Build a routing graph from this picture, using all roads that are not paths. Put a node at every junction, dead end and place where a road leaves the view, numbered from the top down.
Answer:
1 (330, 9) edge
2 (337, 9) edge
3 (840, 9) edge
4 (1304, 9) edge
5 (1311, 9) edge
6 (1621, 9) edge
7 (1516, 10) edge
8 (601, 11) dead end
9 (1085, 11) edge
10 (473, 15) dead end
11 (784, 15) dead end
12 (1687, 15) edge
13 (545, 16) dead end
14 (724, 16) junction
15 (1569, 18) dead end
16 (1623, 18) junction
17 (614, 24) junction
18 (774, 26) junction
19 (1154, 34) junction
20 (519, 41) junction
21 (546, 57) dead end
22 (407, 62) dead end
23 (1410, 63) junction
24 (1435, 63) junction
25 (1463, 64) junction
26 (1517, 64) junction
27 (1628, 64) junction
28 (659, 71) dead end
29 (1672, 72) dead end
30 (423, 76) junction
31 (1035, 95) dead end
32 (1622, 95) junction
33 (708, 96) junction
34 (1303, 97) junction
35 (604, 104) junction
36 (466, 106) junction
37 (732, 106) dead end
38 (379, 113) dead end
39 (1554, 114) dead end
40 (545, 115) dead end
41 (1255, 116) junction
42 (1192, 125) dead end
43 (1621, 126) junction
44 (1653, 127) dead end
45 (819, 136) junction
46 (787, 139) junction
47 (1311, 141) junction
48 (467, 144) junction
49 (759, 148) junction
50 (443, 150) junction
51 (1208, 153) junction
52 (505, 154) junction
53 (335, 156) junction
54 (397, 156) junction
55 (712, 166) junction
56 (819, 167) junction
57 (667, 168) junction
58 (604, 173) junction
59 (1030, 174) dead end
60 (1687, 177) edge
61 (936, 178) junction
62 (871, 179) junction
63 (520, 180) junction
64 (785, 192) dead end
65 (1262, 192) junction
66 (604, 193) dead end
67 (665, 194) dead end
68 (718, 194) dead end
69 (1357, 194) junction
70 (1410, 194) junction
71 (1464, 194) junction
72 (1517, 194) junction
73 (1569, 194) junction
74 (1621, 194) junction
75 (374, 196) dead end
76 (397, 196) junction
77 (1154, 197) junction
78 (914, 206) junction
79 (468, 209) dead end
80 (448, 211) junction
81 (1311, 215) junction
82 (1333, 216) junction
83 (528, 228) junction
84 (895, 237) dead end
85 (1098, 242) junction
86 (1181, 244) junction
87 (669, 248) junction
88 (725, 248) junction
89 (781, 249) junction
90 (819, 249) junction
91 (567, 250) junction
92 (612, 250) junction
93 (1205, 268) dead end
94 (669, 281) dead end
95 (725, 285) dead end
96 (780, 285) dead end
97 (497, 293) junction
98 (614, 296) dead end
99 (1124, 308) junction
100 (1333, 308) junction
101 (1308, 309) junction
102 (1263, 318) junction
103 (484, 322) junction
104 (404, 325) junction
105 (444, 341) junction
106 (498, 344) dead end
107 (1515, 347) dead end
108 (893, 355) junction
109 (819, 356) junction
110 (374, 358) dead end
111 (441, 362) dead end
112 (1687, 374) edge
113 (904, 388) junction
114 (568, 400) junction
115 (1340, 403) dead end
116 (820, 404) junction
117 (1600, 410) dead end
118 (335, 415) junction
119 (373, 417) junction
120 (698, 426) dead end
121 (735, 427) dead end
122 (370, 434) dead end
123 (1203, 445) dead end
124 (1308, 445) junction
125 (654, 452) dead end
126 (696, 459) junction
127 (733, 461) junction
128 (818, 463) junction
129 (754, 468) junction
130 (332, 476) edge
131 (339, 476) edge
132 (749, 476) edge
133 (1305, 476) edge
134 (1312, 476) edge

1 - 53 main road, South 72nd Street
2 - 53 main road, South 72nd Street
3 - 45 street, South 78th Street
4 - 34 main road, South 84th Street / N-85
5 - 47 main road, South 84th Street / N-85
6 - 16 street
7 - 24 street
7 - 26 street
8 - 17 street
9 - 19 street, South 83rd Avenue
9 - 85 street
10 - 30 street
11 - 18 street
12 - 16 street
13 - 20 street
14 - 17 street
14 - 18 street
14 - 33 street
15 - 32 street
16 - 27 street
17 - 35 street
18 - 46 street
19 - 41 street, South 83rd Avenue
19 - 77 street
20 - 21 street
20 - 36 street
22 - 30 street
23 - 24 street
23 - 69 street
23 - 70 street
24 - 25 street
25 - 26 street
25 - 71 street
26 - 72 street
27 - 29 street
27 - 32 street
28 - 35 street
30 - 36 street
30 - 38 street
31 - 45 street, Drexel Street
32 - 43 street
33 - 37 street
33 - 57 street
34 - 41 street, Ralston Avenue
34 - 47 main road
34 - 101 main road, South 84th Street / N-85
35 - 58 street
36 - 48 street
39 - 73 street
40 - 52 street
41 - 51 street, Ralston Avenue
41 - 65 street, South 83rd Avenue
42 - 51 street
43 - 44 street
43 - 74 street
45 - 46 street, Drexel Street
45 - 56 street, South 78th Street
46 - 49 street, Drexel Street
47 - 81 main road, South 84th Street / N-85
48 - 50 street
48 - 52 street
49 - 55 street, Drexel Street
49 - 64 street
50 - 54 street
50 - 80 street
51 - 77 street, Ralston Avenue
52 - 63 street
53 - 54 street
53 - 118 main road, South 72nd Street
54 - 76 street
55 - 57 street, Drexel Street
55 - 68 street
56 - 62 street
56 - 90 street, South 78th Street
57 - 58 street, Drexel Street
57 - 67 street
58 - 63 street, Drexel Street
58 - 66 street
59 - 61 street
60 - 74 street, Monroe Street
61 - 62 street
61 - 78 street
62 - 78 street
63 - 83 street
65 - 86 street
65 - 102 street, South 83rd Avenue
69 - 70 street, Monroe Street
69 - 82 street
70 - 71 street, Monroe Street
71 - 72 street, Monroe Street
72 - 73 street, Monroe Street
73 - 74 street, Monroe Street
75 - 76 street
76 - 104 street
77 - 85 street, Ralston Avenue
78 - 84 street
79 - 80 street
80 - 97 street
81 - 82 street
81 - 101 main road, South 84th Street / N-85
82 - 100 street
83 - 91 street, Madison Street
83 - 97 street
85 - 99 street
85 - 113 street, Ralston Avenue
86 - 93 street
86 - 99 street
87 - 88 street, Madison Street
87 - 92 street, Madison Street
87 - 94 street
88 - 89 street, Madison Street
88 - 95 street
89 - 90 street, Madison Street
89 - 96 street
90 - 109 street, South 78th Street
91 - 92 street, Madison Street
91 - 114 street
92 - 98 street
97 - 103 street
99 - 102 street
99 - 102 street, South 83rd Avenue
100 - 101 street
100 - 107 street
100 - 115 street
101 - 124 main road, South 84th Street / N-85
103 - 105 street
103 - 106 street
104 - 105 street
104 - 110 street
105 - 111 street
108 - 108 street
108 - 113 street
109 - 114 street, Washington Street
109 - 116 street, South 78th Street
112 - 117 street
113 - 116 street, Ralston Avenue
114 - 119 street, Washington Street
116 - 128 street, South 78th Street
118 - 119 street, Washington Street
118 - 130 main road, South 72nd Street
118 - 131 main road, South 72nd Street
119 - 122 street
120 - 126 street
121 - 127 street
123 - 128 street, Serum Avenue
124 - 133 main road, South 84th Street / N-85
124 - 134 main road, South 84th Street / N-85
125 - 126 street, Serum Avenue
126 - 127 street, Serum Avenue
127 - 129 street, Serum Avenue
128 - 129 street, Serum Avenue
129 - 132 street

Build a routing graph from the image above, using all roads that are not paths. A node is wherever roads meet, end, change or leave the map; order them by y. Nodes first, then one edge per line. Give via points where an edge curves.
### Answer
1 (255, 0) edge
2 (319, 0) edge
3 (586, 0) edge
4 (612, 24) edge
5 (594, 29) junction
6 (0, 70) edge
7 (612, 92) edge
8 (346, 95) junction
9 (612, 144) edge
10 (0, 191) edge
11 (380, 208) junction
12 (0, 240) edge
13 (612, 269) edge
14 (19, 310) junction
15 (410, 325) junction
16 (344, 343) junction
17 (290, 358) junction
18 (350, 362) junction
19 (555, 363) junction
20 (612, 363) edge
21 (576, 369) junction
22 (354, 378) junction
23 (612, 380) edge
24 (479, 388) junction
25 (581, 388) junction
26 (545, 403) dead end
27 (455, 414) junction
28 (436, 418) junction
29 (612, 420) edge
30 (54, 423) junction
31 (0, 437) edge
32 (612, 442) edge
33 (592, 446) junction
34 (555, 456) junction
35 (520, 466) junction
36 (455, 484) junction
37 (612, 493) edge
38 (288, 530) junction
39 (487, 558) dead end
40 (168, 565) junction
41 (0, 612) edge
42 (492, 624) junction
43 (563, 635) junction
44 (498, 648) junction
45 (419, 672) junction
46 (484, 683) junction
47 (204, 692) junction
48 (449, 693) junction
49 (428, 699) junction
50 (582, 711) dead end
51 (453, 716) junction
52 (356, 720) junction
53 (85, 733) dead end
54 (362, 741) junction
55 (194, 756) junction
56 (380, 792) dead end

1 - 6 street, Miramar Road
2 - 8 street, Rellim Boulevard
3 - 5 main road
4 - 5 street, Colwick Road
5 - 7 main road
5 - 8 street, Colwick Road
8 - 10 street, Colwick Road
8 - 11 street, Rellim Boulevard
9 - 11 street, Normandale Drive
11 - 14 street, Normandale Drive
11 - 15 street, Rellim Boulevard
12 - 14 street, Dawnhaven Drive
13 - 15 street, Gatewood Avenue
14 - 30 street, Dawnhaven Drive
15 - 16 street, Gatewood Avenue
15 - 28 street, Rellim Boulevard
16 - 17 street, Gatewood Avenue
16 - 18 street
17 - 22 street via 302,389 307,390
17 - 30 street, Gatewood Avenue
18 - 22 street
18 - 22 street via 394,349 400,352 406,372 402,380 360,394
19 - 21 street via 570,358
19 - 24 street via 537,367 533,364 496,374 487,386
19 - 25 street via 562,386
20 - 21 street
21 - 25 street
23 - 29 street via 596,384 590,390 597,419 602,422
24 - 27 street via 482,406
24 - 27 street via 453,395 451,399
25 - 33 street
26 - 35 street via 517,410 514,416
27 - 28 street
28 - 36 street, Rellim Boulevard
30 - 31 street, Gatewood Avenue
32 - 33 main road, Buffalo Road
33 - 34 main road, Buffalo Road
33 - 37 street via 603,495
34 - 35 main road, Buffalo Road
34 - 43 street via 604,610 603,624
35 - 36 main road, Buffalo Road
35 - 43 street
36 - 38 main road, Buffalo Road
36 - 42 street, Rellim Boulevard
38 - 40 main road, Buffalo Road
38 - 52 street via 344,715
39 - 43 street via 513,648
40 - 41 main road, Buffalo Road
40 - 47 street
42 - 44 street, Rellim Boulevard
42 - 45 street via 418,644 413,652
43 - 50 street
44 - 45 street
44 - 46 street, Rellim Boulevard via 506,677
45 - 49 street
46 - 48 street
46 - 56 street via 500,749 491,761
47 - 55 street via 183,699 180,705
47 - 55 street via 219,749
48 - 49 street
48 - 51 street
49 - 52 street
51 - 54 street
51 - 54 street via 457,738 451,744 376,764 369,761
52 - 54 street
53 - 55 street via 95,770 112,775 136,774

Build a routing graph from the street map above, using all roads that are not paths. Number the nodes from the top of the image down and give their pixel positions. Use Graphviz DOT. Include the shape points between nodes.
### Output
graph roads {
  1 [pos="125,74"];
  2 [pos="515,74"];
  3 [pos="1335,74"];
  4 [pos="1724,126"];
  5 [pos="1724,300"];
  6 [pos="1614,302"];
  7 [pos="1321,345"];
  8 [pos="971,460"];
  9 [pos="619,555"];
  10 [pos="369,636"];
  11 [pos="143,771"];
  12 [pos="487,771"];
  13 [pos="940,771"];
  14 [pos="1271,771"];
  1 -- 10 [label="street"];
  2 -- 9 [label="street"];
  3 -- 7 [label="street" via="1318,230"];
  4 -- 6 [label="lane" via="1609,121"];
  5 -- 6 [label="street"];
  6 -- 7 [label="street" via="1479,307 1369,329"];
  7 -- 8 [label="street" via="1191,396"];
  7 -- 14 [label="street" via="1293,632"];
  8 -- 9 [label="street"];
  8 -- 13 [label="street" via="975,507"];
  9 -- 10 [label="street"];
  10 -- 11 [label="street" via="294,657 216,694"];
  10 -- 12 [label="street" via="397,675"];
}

───

Search the material above for the string "graph", and copy every line in which it turns up.

Build a routing graph from this picture, using all roads that are not paths. Put a node at every junction, dead end and place where a road leaves the view, numbered from the top down.
Build a routing graph from the image above, using all roads that are not paths. A node is wherever roads meet, end, change or leave the map; order them by y. Nodes first, then one edge per line. Give via points where an edge curves.
Build a routing graph from the street map above, using all roads that are not paths. Number the nodes from the top of the image down and give their pixel positions. Use Graphviz DOT. Include the shape points between nodes.
graph roads {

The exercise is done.